Top of Extracted data

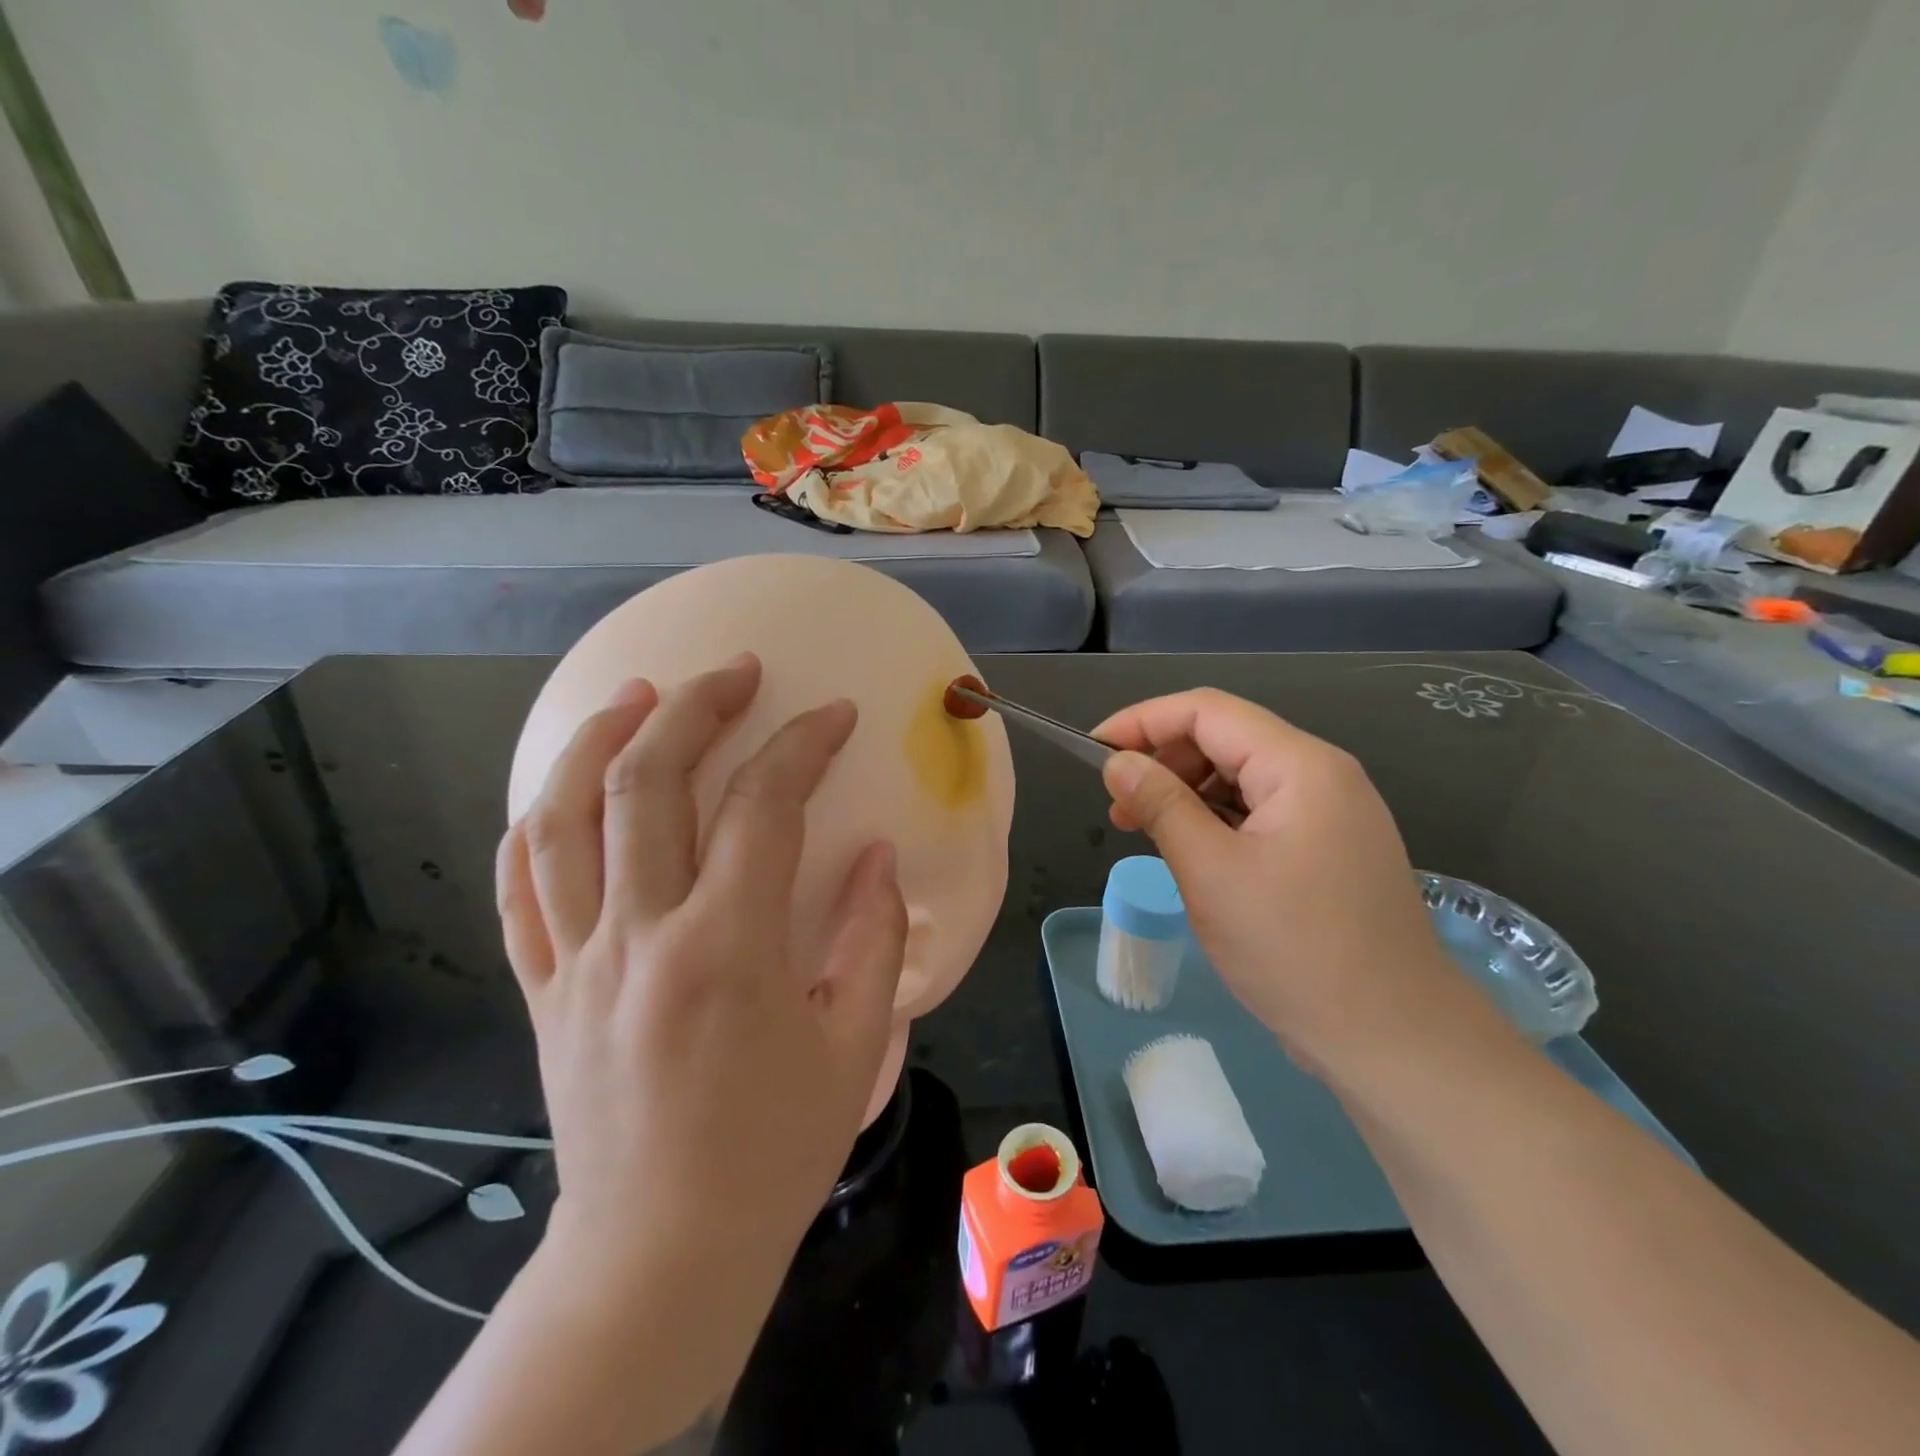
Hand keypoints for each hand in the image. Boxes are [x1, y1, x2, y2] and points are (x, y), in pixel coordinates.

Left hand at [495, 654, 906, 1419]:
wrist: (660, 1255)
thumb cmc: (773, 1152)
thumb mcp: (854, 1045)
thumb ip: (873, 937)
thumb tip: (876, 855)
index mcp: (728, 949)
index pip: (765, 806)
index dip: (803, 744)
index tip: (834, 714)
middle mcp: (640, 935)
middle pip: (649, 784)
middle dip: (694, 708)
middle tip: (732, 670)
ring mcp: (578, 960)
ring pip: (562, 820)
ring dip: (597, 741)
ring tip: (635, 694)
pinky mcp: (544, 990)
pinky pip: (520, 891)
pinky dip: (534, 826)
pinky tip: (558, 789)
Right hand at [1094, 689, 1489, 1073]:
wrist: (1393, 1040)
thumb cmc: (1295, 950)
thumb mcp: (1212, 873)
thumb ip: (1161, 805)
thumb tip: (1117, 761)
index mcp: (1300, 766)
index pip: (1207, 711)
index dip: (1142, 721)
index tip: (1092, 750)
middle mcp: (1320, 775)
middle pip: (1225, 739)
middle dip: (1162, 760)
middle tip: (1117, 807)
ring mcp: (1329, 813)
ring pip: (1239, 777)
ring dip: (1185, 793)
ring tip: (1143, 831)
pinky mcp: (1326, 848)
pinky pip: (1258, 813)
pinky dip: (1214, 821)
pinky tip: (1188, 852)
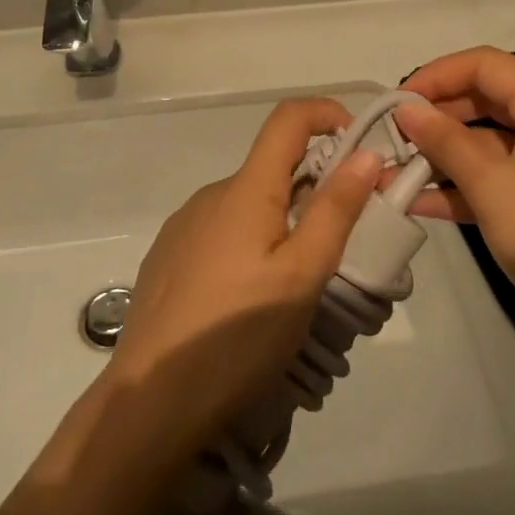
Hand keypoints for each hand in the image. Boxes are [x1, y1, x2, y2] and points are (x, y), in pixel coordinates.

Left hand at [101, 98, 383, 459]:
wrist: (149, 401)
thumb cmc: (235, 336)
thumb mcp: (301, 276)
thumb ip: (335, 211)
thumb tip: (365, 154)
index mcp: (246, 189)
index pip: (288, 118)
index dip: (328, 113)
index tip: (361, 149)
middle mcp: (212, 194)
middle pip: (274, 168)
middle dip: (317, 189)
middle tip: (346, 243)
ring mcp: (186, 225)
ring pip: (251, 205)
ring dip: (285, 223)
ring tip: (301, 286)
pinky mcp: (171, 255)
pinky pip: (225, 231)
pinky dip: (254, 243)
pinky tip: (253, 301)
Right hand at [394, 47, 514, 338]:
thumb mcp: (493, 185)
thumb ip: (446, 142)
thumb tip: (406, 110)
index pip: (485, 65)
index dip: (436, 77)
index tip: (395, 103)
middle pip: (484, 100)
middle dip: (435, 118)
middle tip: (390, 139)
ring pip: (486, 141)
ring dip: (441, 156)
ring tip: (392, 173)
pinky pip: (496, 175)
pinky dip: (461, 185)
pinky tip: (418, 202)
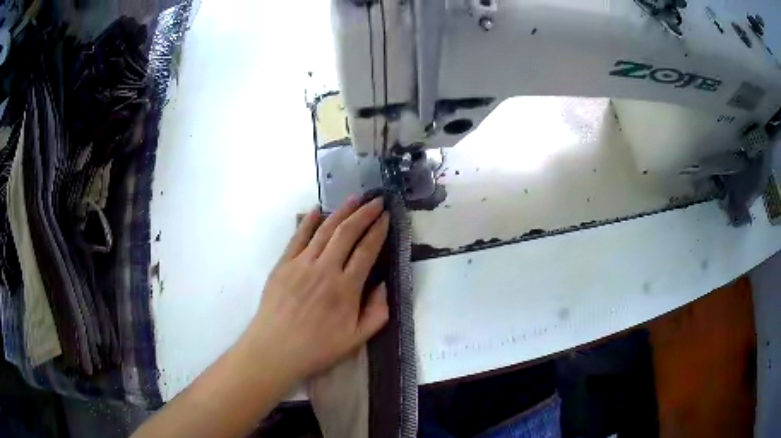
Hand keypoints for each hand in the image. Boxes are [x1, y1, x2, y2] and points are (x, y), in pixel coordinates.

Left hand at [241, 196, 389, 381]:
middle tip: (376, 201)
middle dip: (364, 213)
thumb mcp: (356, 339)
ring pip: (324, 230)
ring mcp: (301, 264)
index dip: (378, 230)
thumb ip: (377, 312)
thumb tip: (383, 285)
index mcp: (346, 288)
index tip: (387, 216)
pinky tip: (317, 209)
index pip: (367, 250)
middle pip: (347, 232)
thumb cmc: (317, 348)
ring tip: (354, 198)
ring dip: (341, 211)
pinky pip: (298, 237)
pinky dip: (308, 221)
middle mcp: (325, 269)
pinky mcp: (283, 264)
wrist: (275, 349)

Bottom of Extracted data

_Your goal_
Give the data again word for word, without pictures.

_Solution for this task_
Hand keypoints for each hand in the image. Boxes are [x1, y1, x2, y2] and points are (x, y), in pixel coordinates.

Left hand at [495, 654, 906, 1419]:
wrist: (660, 1255)
thumb cmc: (773, 1152)
thumb mcp: (854, 1045)
thumb ip: (873, 937)
thumb tip: (876, 855)
index mcp: (728, 949)
index pip: (765, 806)
index dip: (803, 744)
index tip: (834, 714)
middle mcp: (640, 935)
middle pip: (649, 784)
middle dip: (694, 708)
middle tip: (732, 670)
ring mcp: (578, 960)
ring pip: (562, 820)
ring dip: (597, 741)
ring tip: (635, 694)
pinky mcp: (544, 990)
pinky pip: (520, 891)
pinky dip: (534, 826)
pinky tip: (558, 789)
Right hand at [1094, 689, 1489, 1073]:
wrist: (1393, 1040)
thumb cmc: (1295, 950)
thumb mcp: (1212, 873)
thumb ip: (1161, 805)
thumb tip: (1117, 761)
index mcp: (1300, 766)
index pip: (1207, 711)
index dip: (1142, 721)
index tip: (1092, 750)
middle mcp: (1320, 775)
middle pip: (1225, 739)
middle dip: (1162, 760)
middle tip: (1117, 807)
ring mcp: (1329, 813)
ring pip: (1239, 777)
ring dip: (1185, 793)
ring tip: (1143, 831)
pinky mcp: (1326, 848)
pinky pip: (1258, 813)
pinky dip: (1214, 821)
pinky tip: (1188, 852)
Hand keypoints for each hand in the image. Boxes are [x1, y1, x2, y2] and points are (x, y), in pixel coordinates.

Left hand at [101, 98, 383, 459]:
wrist: (149, 401)
thumb cmc: (235, 336)
thumb mcp: (301, 276)
thumb ip: (335, 211)
thumb tip: (365, 154)
index mcp: (246, 189)
index pip: (288, 118)
index dip: (328, 113)
index tip: (361, 149)
middle mcp: (212, 194)
middle pip: (274, 168)
middle dip: (317, 189)
middle tip: (346, 243)
ring mcp: (186, 225)
ring pip: (251, 205)
ring dip: (285, 223)
ring tip: (301, 286)
pinky mcp: (171, 255)
pinky pip: (225, 231)
pinky dip: (254, 243)
pinky tip: (253, 301)
Right hand at [394, 47, 514, 338]:
thumb mcp: (493, 185)
thumb ip: (446, 142)
thumb tip: (406, 110)
index pip: (485, 65)
index dip: (436, 77)
index tip: (395, 103)
middle pip: (484, 100)
middle dip: (435, 118)
middle tip: (390, 139)
ring pip: (486, 141)
ring dip: (441, 156)
ring tip: (392, 173)
pinky pip: (496, 175)
pinky dip: (461, 185)
pinky tip: (418, 202)
Hand keypoints for each hand in the image. Boxes are [x1, y1, x2, y2] and points are (x, y), in pixel coordinates.

Left hand at [241, 196, 389, 381]:
middle tip: (376, 201)
middle dip: (364, 213)
thumb mcp: (356, 339)
ring pip: (324, 230)
ring mcp: (301, 264)
index dip: (378, 230)
thumb ip: (377, 312)
thumb tip: (383, 285)
index mcp: (346, 288)
index tip: (387, 216)
pinky tip: (317, 209)
index pip: (367, 250)
middle pip: (347, 232)
thumb cmc: (317, 348)
ring tip: (354, 198)
ring dip: (341, 211)
pinky pip: (298, 237)
pinky dip: (308, 221)
middle mcp: (325, 269)
pinky mcp: (283, 264)
wrist: (275, 349)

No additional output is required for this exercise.